I have inherited a external page where I have no control:
I have javascript sorting on that page: like http://www.exampledomain.com/javascript:void(1);
Now it has many links like this, the 1 you see is dynamic, what I want to is: convert this code to ColdFusion URL like http://www.exampledomain.com/sor=1&sort=asc & desc. The 1 should work as it is, like it should keep its value as it is 1,2,3,4 etc. I tried to do this with jQuery.
How can I alter these links in ColdFusion?
I tried to come up with some of Javascript solution but it did not work
$('#container').find('a').attr('href', function(i, old) {
var col = decodeURIComponent(old).match(/javascript:\s*sort\((.*?)\)/)[1];
return hrefcall+data+'&sortBy='+col;
Thanks
Your question is unclear, the source of the data is unknown and there are a few typoes.
This JQuery (1.9.1)
var ihref = "";
var col = 'somedata';
$("a").click(function (i) {
ihref = $(this).attr('href');
if (ihref.match(/javascript:\s*sort\(\d+\).*/i)) {
ihref = ihref.replace(/javascript:\s*sort\((\d+)\).*/i,"http://www.w3schools.com/sor=$1&sortBy=" + col);
$(this).attr('href',ihref);
alert("As a demonstration, you\'ll see the link is rewritten when a javascript:sort url is clicked.");
}
});
Will convert all javascript:void links as you wanted.
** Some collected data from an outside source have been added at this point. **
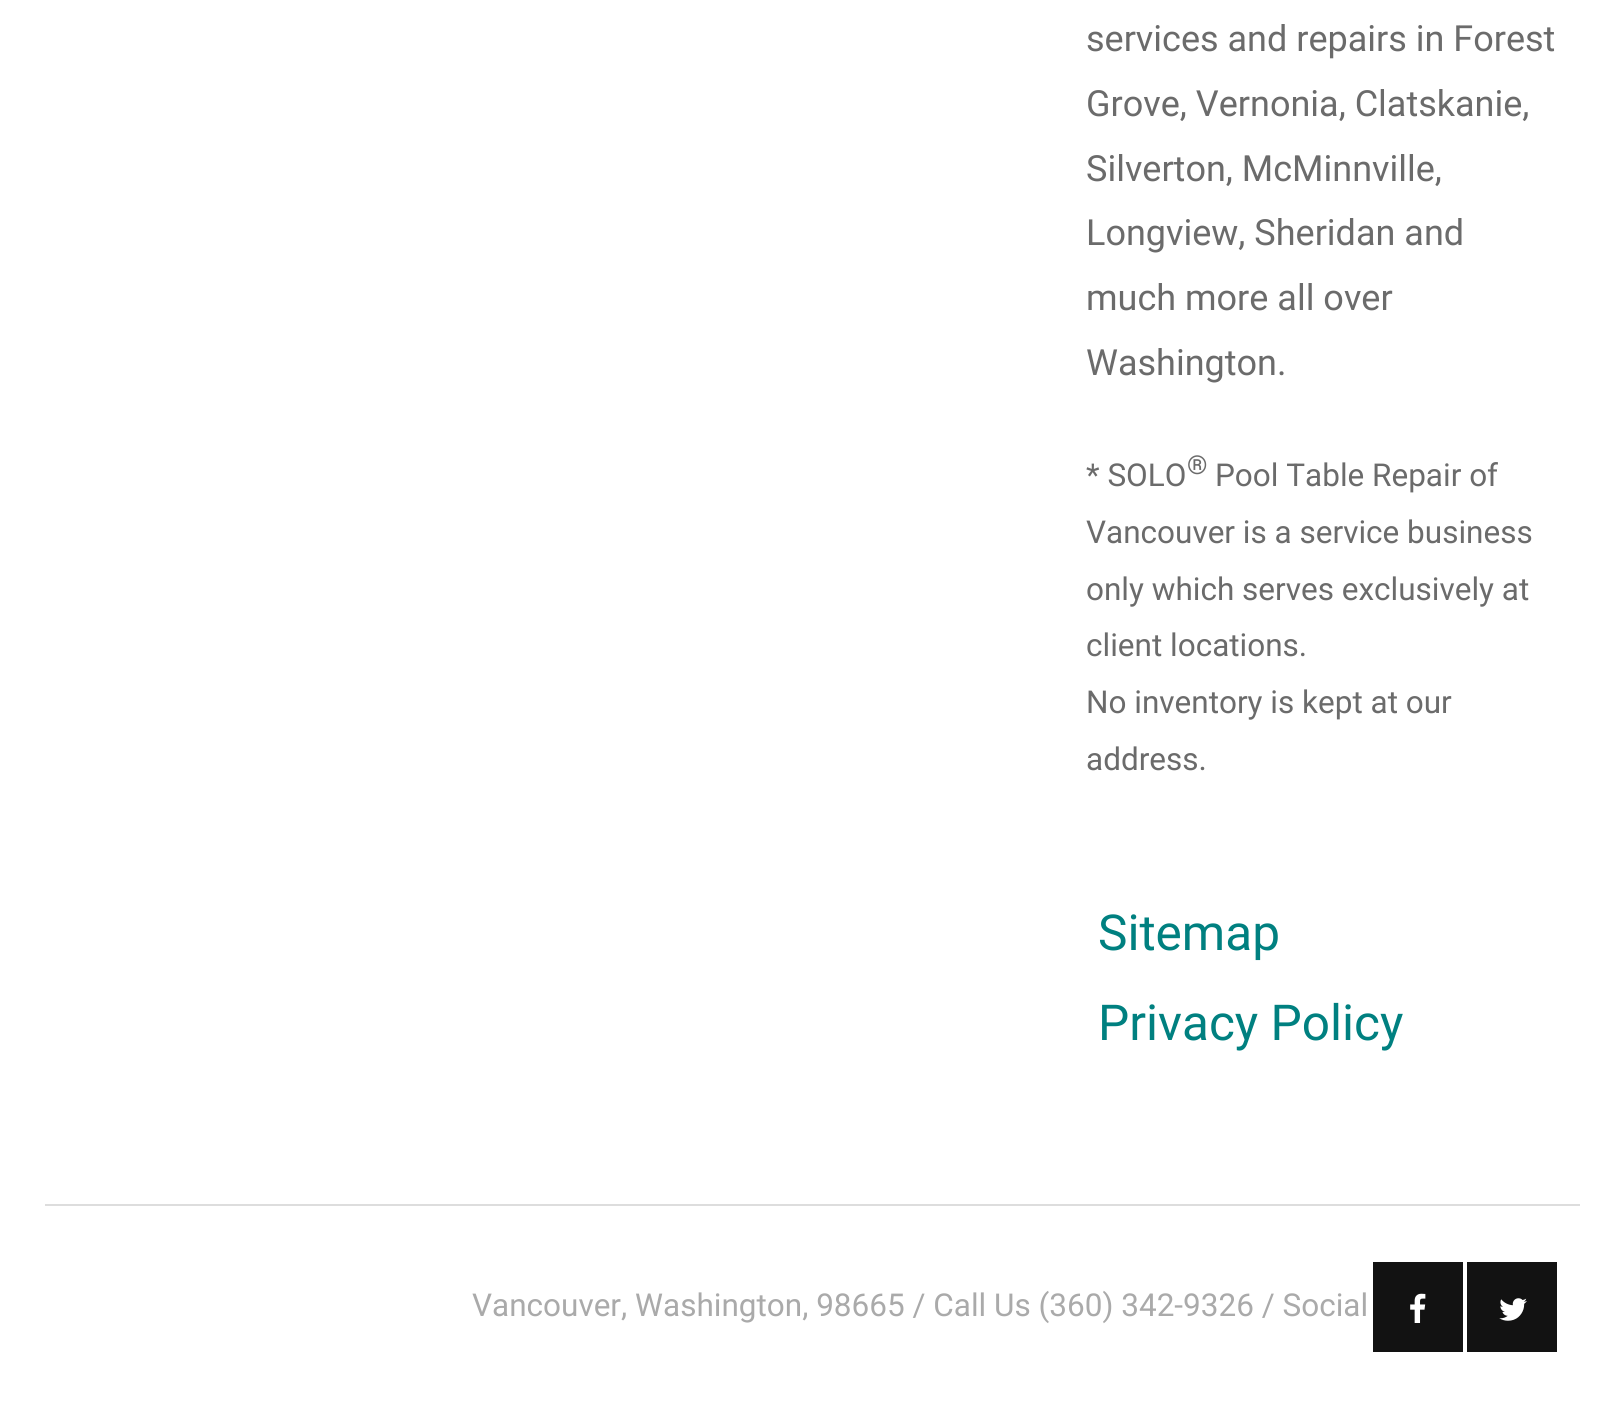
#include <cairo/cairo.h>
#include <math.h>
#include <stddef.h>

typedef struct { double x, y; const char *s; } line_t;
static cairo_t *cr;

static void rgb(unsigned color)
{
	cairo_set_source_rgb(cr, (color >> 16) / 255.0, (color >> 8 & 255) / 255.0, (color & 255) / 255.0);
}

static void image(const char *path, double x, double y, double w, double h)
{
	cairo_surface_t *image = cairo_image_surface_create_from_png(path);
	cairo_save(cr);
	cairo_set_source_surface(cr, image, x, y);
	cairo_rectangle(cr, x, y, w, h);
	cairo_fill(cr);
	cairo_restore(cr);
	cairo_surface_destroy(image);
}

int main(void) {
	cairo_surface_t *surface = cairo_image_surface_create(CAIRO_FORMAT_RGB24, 1624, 1408);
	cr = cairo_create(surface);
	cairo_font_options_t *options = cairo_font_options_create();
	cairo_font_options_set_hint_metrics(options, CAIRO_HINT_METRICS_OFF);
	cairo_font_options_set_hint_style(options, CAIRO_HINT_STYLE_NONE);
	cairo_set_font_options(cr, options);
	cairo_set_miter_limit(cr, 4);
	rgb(0xffffff);
	cairo_paint(cr);
	rgb(0xdddddd);
	cairo_rectangle(cr, 45, 1204, 1535, 2);
	cairo_fill(cr);
	rgb(0x121212);
	cairo_rectangle(cr, 1373, 1262, 90, 90);
	cairo_fill(cr);
	image("img/1.png", 1410, 1293, 16, 30);
	cairo_rectangle(cr, 1467, 1262, 90, 90);
	cairo_fill(cr);
	image("img/2.png", 1499, 1298, 28, 23);
	cairo_select_font_face(cr, "Roboto", CAIRO_FONT_SLANT_NORMAL, CAIRO_FONT_WEIGHT_NORMAL);
	cairo_set_font_size(cr, 36);
	rgb(0x6b6b6b);
	{
		static const line_t items[] = {
			{1086, 51, "services and repairs in Forest"},
			{1086, 116, "Grove, Vernonia, Clatskanie,"},
			{1086, 181, "Silverton, McMinnville,"},
			{1086, 245, "Longview, Sheridan and"},
			{1086, 310, "much more all over"},
			{1086, 375, "Washington."},
		};
		for (size_t i = 0; i < sizeof items / sizeof *items; i++) {
			cairo_move_to(cr, items[i].x, items[i].y);
			cairo_show_text(cr, items[i].s);
		}
	}
	cairo_set_font_size(cr, 31.5);
	cairo_move_to(cr, 1086, 486);
	cairo_show_text(cr, "* SOLO");
	cairo_set_font_size(cr, 26);
	cairo_move_to(cr, 1187, 474);
	cairo_show_text(cr, "®");
	cairo_set_font_size(cr, 31.5);
	{
		static const line_t items[] = {
			{1215, 486, "Pool Table Repair of"},
			{1086, 543, "Vancouver is a service business"},
			{1086, 600, "only which serves exclusively at"},
			{1086, 656, "client locations."},
			{1086, 713, "No inventory is kept at our"},
			{1086, 770, "address."},
		};
		for (size_t i = 0; i < sizeof items / sizeof *items; i++) {
			cairo_move_to(cr, items[i].x, items[i].y);
			cairo_show_text(cr, items[i].s);
		}
	}
	cairo_set_font_size(cr, 49.5);
	rgb(0x008080);
	cairo_move_to(cr, 1098, 950);
	cairo_show_text(cr, "Sitemap");
	cairo_move_to(cr, 1098, 1040);
	cairo_show_text(cr, "Privacy Policy");
	cairo_set_font_size(cr, 31.5);
	rgb(0xaaaaaa);
	cairo_move_to(cr, 472, 1316);
	cairo_show_text(cr, "Vancouver, Washington, 98665 / Call Us (360) 342-9326 / Social");
	cairo_surface_write_to_png(surface, "page.png");
	cairo_font_options_destroy(options);
	cairo_destroy(cr);
	cairo_surface_destroy(surface);
	return 0;
}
I did change the dummy url to w3schools.com because the good folks who own w3 permit their site to be loaded in Iframes which is necessary to easily demonstrate that this code works.
Of course, JQuery only works when JS is enabled. Still, since you started with JQuery, I thought I might show you a working demonstration.
(The links don't actually work, because w3schools doesn't have pages at those points, but you can see in the status bar, the links are rewritten).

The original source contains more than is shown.